[Date Prev][Date Next][Thread Prev][Thread Next][Date Index][Thread Index]
Re: [Nmh-workers] bug in decode_rfc2047()
From: |
Ken Hornstein |
Subject: |
Re: [Nmh-workers] bug in decode_rfc2047() |
Date: |
Thu, 03 Jan 2013 13:31:45 -0500 |
>The root of all this is iconv's behavior that requires us to
>skip past the invalid character. Looking at it now, I wonder if
>we can do better than the current special handling for UTF-8?
>It's the "fromutf8" block below:
>[...]
Hm. I played around with this a bit, and I'm not sure what to do.

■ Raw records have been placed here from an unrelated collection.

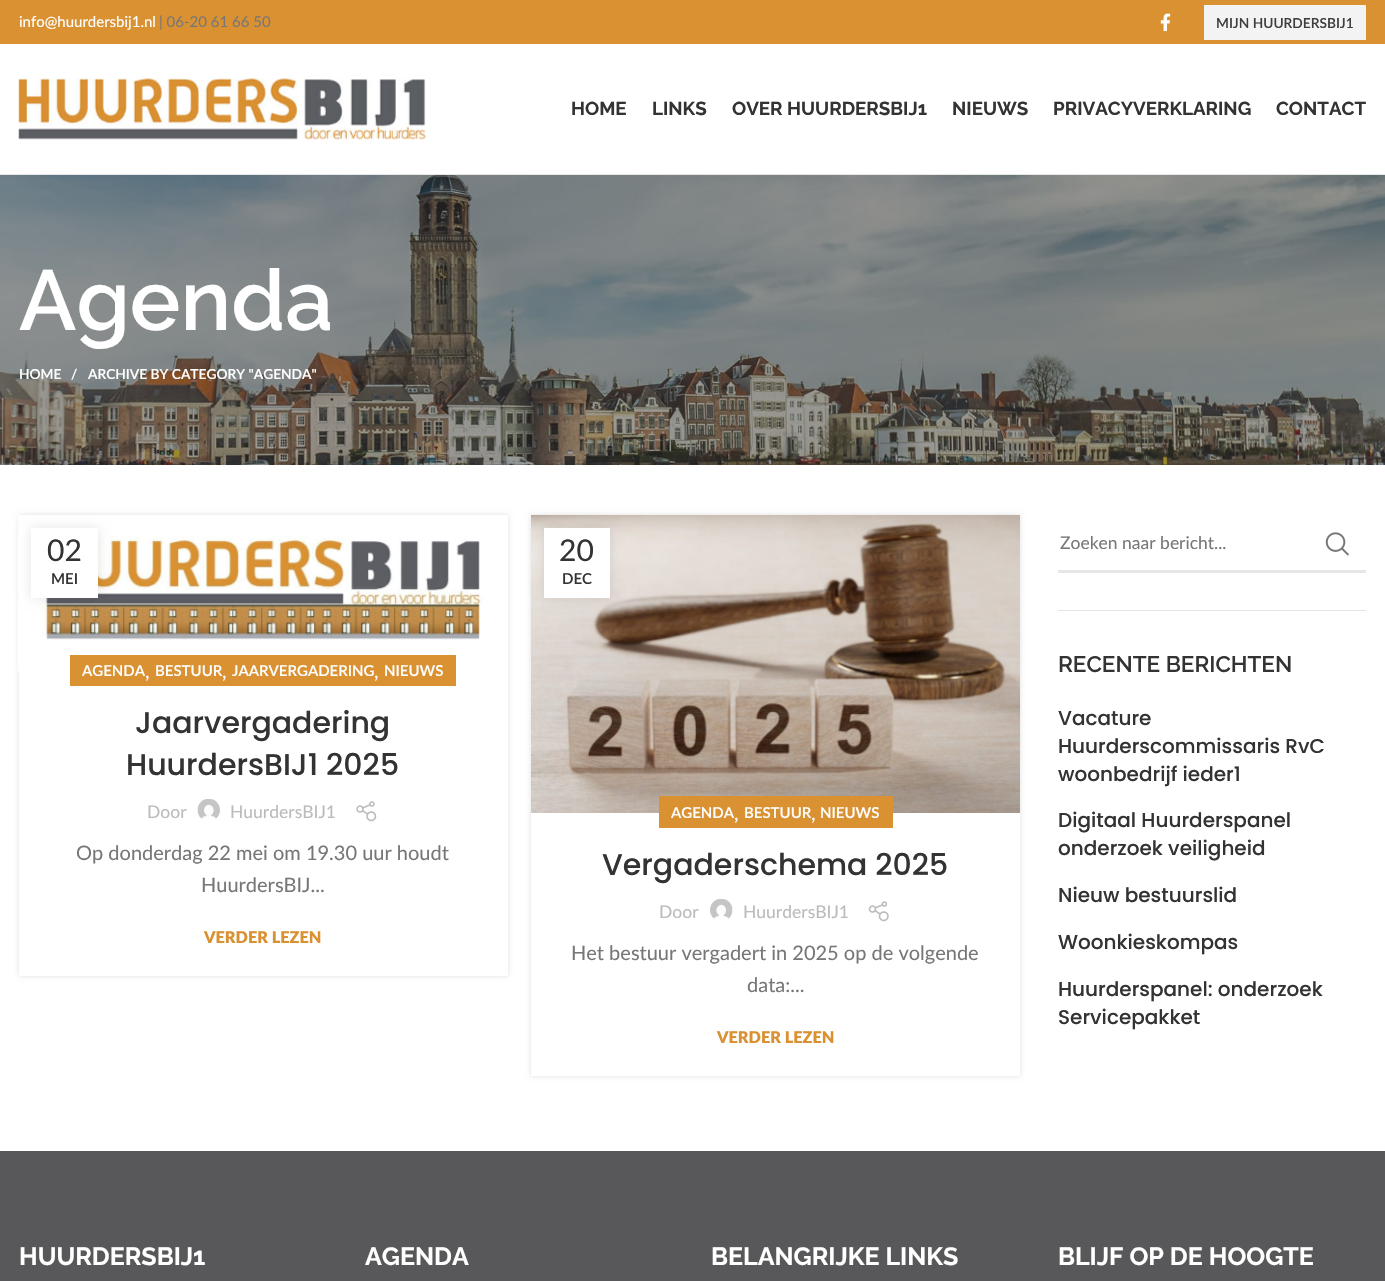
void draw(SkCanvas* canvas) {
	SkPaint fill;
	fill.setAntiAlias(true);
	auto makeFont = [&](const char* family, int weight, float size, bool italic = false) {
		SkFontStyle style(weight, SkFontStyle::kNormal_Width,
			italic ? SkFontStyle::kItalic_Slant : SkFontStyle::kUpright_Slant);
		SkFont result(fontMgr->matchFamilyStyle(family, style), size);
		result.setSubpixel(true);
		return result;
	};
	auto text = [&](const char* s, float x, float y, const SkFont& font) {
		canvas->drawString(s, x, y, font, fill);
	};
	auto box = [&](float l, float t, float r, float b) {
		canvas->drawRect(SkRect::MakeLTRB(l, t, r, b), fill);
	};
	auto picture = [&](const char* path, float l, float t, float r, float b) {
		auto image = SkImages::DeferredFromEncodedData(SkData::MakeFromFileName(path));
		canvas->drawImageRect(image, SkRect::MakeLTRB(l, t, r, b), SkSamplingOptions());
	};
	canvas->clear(0xFFFFFFFF);
	fill.setColor(0xFFDA9132);
	box(0, 0, 1385, 44);
	picture("image0.png", 1160, 13, 1171, 32);
	fill.setColor(0xFFF3F3F3);
	box(1204, 5, 1366, 40);
	fill.setColor(0xFFE6E6E6);
	box(0, 174, 1385, 175);
	picture("image1.png", 18, 78, 426, 140);
	picture("image2.png", 0, 175, 1385, 465);
	fill.setColor(0x1F000000);
	fill.setMaskFilter(SkMaskFilter::MakeBlur(kNormal_SkBlurStyle, 2.5f));
	canvas->drawRect(SkRect::MakeLTRB(19, 515, 508, 976), fill);
	fill.setMaskFilter(nullptr);
	picture("image3.png", 18, 515, 508, 671);
	fill.setColor(0x1A000000);
	fill.setMaskFilter(SkMaskFilter::MakeBlur(kNormal_SkBlurStyle, 5.5f));
	canvas->drawRect(SkRect::MakeLTRB(31, 528, 98, 598), fill);
	fill.setMaskFilter(nullptr);
	fill.setColor(0xFFFFFFFF);
	box(31, 528, 98, 598);
	box(19, 671, 508, 976);
	fill.setColor(0xFFDA9132);
	box(70, 655, 456, 686);
	picture("image4.png", 197, 799, 220, 819);
	picture("image5.png", 356, 801, 377, 822);
	fill.setColor(0x1F000000);
	fill.setMaskFilter(SkMaskFilter::MakeBlur(kNormal_SkBlurStyle, 2.5f));
	canvas->drawRect(SkRect::MakeLTRB(531, 515, 1020, 1076), fill);
	fill.setMaskFilter(nullptr);
	picture("image6.png", 531, 515, 1020, 813);
	fill.setColor(0x1A000000);
	fill.setMaskFilter(SkMaskFilter::MakeBlur(kNormal_SkBlurStyle, 5.5f));
	canvas->drawRect(SkRect::MakeLTRB(544, 528, 610, 598), fill);
	fill.setMaskFilter(nullptr);
	fill.setColor(0xFFFFFFFF);
	box(544, 528, 610, 598);
	box(531, 813, 1020, 1076);
	fill.setColor(0xFFDA9132);
	box(659, 796, 893, 828);
	picture("image7.png", 710, 899, 733, 920);
	picture("image8.png", 868, 901, 889, 922);
	fill.setColor(0xFFE4E4E4);
	box(1058, 610, 1366, 611);
	fill.setColor(0xFFE6E6E6);
	box(1058, 570, 1366, 573);
	picture("image9.png", 1325, 532, 1349, 556);
	fill.setColor(0xFF58585A);
	box(0, 1151, 1385, 1281);
	auto font1 = makeFont("Lato", 400, 15);
	fill.setColor(0xFFFFFFFF);
	text("info@huurdersbij1.nl", 19, 27, font1);
	fill.setColor(0xFF777777);
	text("| 06-20 61 66 50", 159, 27, font1);
	auto font2 = makeFont("Lato", 600, 13.75f);
	fill.setColor(0xFF3E3E3E);
	text("MIJN HUURDERSBIJ1", 1216, 28, font2);
	auto font3 = makeFont("Raleway", 700, 18.75f);
	fill.setColor(0xFF333333);
	text("HOME", 571, 115, font3);
	text("LINKS", 652, 115, font3);
	text("OVER HUURDERSBIJ1", 732, 115, font3);
	text("NIEUWS", 952, 115, font3);
	text("PRIVACYVERKLARING", 1053, 115, font3);
	text("CONTACT", 1276, 115, font3);
	auto font4 = makeFont("Raleway", 600, 85);
	fill.setColor(0xFFFFFFFF);
	text("Agenda", 19, 330, font4);
	text("HOME", 19, 379, font2);
	text("/", 71, 379, font2);
	text("ARCHIVE BY CATEGORY \"AGENDA\"", 88, 379, font2);
	auto font5 = makeFont("Lato", 400, 30);
	fill.setColor(0xFF333333);
	text("02", 47, 561, font5);
	auto font6 = makeFont("Lato", 600, 15);
	text("MEI", 51, 584, font6);
	fill.setColor(0xFFFFFFFF);
	text("AGENDA", 82, 676, font6);
	text("BESTUUR", 155, 676, font6);
	text("JAARVERGADERING", 232, 676, font6);
	text("NIEUWS", 384, 676, font6);
	auto font7 = makeFont("Lato", 400, 20);
	text(",", 145, 678, font7);
	text(",", 222, 678, font7);
	text(",", 374, 678, font7);
	auto font8 = makeFont("Poppins", 500, 30);
	fill.setColor(0xFF333333);
	text("Jaarvergadering", 135, 733, font8);
	text("HuurdersBIJ1 2025", 126, 775, font8);
	auto font9 = makeFont("Lato", 400, 17.5f);
	fill.setColor(0xFFBBBBBB);
	text("Door", 147, 818, font9);
	text("HuurdersBIJ1", 230, 818, font9);
	fill.setColor(0xFF777777);
	text("Op donderdag 22 mei om 19.30 uur houdt", 76, 860, font7);
	text("HuurdersBIJ...", 201, 892, font7);
	auto font10 = makeFont("Lato", 800, 16.25f);
	fill.setColor(0xFFDA9132);
	text("VERDER LEZEN", 204, 943, font10);
	fill.setColor(0xFF333333);
	text("20", 559, 561, font5);
	text("DEC", 562, 584, font6);
	fill.setColor(0xFFFFFFFF);
	text("AGENDA", 671, 818, font6);
	text("BESTUUR", 744, 818, font6);
	text("NIEUWS", 820, 818, font6);
	text(",", 734, 820, font7);
	text(",", 811, 820, font7);
	fill.setColor(0xFF333333);
	text("Vergaderschema 2025", 602, 875, font8);
	fill.setColor(0xFFBBBBBB);
	text("Door", 659, 918, font9);
	text("HuurdersBIJ1", 743, 918, font9);
	fill.setColor(0xFF777777);
	text("Het bestuur vergadert in 2025 op de volgende", 571, 960, font7);
	text("data:...", 747, 992, font7);
	fill.setColor(0xFFDA9132);
	text("VERDER LEZEN", 717, 1043, font10);
	fill.setColor(0xFF777777);
	text("Zoeken naar bericht...", 1060, 549, font9);
	auto font11 = makeFont("Raleway", 600, 22.5f);
	fill.setColor(0xFF333333);
	text("RECENTE BERICHTEN", 1058, 672, font11);
	auto font12 = makeFont("Poppins", 500, 20);
	text("Vacature", 1058, 725, font12);
	text("Huurderscommissaris RvC", 1058, 753, font12);
	text("woonbedrijf ieder1", 1058, 781, font12);
	text("Digitaal Huurderspanel", 1058, 827, font12);
	text("onderzoek veiligheid", 1058, 855, font12);
	text("Nieuw bestuurslid", 1058, 902, font12);
	text("Woonkieskompas", 1058, 949, font12);
	text("Huurderspanel: onderzoek", 1058, 996, font12);
	text("Servicepakket", 1058, 1024, font12);
	auto font13 = makeFont("Raleway", 700, 25);
	fill.setColor(0xFFFFFFFF);
	text("HUURDERSBIJ1", 19, 1265, font13);
	text("AGENDA", 365, 1265, font13);
	text("BELANGRIJKE LINKS", 711, 1265, font13);
	text("BLIJF OP DE HOOGTE", 1058, 1265, font13);
}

iconv() doesn't distinguish between "We can't convert this character to
the target character set" and "This multibyte sequence is invalid"; they
both get EILSEQ. Even worse, we can't (portably) tell where the end of
a multibyte sequence is.
So, I see a couple of options. We could go completely portable and put
in a "?" (or whatever) for every byte that's invalid. That would have
us generate multiple "?" for multibyte character sets like UTF8. We could
suppress multiple invalid bytes in a row so there's just one "?", but
that seems kinda lousy to me.
GNU libiconv (which is seems like a fair number of people use) has
an iconvctl() function and it has an undocumented function that lets
you create your own substitution function for invalid bytes/codepoints.
That function isn't part of POSIX. The fact that it's undocumented and
nonstandard makes me think we shouldn't use it.
Unless we have a LOT of multibyte character sets to deal with, perhaps
the special-case here for UTF8 is the best alternative? Any other thoughts
on this matter?
--Ken